▶ [Task objective]
These entries are to be set down again exactly.

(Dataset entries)
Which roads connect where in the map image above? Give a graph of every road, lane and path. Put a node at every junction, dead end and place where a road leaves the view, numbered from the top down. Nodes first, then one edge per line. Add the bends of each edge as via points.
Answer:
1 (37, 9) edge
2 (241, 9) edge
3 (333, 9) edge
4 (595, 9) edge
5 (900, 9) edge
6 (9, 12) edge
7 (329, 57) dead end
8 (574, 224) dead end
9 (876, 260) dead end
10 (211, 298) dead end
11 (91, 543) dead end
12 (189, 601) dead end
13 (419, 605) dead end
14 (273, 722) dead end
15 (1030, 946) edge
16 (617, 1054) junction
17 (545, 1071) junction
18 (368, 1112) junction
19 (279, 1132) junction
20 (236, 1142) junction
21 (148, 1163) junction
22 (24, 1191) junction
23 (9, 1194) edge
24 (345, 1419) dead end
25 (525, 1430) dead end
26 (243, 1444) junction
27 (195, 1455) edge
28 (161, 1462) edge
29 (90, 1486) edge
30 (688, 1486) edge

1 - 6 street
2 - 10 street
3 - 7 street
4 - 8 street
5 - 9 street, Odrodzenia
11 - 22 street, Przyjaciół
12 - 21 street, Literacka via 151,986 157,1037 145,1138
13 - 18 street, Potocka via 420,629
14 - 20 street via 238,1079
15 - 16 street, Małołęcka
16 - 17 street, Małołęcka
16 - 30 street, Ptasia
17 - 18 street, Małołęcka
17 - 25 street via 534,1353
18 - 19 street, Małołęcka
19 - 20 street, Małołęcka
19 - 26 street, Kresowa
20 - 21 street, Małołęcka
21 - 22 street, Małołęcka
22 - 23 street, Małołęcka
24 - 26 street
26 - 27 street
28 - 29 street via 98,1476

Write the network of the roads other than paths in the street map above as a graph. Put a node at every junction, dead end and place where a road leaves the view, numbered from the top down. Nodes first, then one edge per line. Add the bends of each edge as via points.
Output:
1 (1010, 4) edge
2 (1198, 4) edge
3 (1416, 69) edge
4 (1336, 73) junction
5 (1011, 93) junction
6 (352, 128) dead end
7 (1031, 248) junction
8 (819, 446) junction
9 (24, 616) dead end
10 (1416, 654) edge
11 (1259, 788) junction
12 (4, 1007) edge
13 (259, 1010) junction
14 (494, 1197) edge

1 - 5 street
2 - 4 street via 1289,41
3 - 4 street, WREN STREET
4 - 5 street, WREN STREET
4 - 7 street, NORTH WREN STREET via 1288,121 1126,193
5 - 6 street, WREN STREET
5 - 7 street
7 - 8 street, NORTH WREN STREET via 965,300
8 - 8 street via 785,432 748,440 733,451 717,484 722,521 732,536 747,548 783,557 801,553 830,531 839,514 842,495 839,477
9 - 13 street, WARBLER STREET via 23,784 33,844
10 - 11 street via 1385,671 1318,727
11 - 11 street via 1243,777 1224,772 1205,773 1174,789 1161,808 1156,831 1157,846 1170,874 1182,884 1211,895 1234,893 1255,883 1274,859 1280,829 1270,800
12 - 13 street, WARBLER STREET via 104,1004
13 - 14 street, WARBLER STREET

▶ [Result]
Which roads connect where in the map image above? Give a graph of every road, lane and path. Put a node at every junction, dead end and place where a road leaves the view, numbered from the top down. Nodes first, then one edge per line. Add the bends of each edge as via points.
Answer:
1 (37, 9) edge
2 (241, 9) edge
3 (333, 9) edge
4 (595, 9) edge
5 (900, 9) edge
6 (9, 12) edge
7 (329, 57) dead end
8 (574, 224) dead end
9 (876, 260) dead end
10 (211, 298) dead end
11 (91, 543) dead end
12 (189, 601) dead end
13 (419, 605) dead end
14 (273, 722) dead end
15 (1030, 946) edge
16 (617, 1054) junction
17 (545, 1071) junction
18 (368, 1112) junction
19 (279, 1132) junction
20 (236, 1142) junction
21 (148, 1163) junction
22 (24, 1191) junction
23 (9, 1194) edge
24 (345, 1419) dead end
25 (525, 1430) dead end
26 (243, 1444) junction
27 (195, 1455) edge
28 (161, 1462) edge
29 (90, 1486) edge
30 (688, 1486) edge

1 - 6 street
2 - 10 street
3 - 7 street
4 - 8 street
5 - 9 street, Odrodzenia
11 - 22 street, Przyjaciół
12 - 21 street, Literacka via 151,986 157,1037 145,1138
13 - 18 street, Potocka via 420,629
14 - 20 street via 238,1079
15 - 16 street, Małołęcka
16 - 17 street, Małołęcka
16 - 30 street, Ptasia
17 - 18 street, Małołęcka
17 - 25 street via 534,1353
18 - 19 street, Małołęcka
19 - 20 street, Małołęcka
19 - 26 street, Kresowa
20 - 21 street, Małołęcka
21 - 22 street, Małołęcka
22 - 23 street, Małołęcka
24 - 26 street
26 - 27 street
28 - 29 street via 98,1476

Write the network of the roads other than paths in the street map above as a graph. Put a node at every junction, dead end and place where a road leaves the view, numbered from the top down. Nodes first, then one edge per line. Add the bends of each edge as via points.
Output:
1 (1010, 4) edge
2 (1198, 4) edge
3 (1416, 69) edge
4 (1336, 73) junction
5 (1011, 93) junction
6 (352, 128) dead end
7 (1031, 248) junction
8 (819, 446) junction
9 (24, 616) dead end
10 (1416, 654) edge
11 (1259, 788) junction
12 (4, 1007) edge
13 (259, 1010) junction
14 (494, 1197) edge

1 - 5 street
2 - 4 street via 1289,41
3 - 4 street, WREN STREET
4 - 5 street, WREN STREET
4 - 7 street, NORTH WREN STREET via 1288,121 1126,193
5 - 6 street, WREN STREET
5 - 7 street
7 - 8 street, NORTH WREN STREET via 965,300
8 - 8 street via 785,432 748,440 733,451 717,484 722,521 732,536 747,548 783,557 801,553 830,531 839,514 842,495 839,477
9 - 13 street, WARBLER STREET via 23,784 33,844
10 - 11 street via 1385,671 1318,727
11 - 11 street via 1243,777 1224,772 1205,773 1174,789 1161,808 1156,831 1157,846 1170,874 1182,884 1211,895 1234,893 1255,883 1274,859 1280,829 1270,800
12 - 13 street, WARBLER STREET via 104,1004
13 - 14 street, WARBLER STREET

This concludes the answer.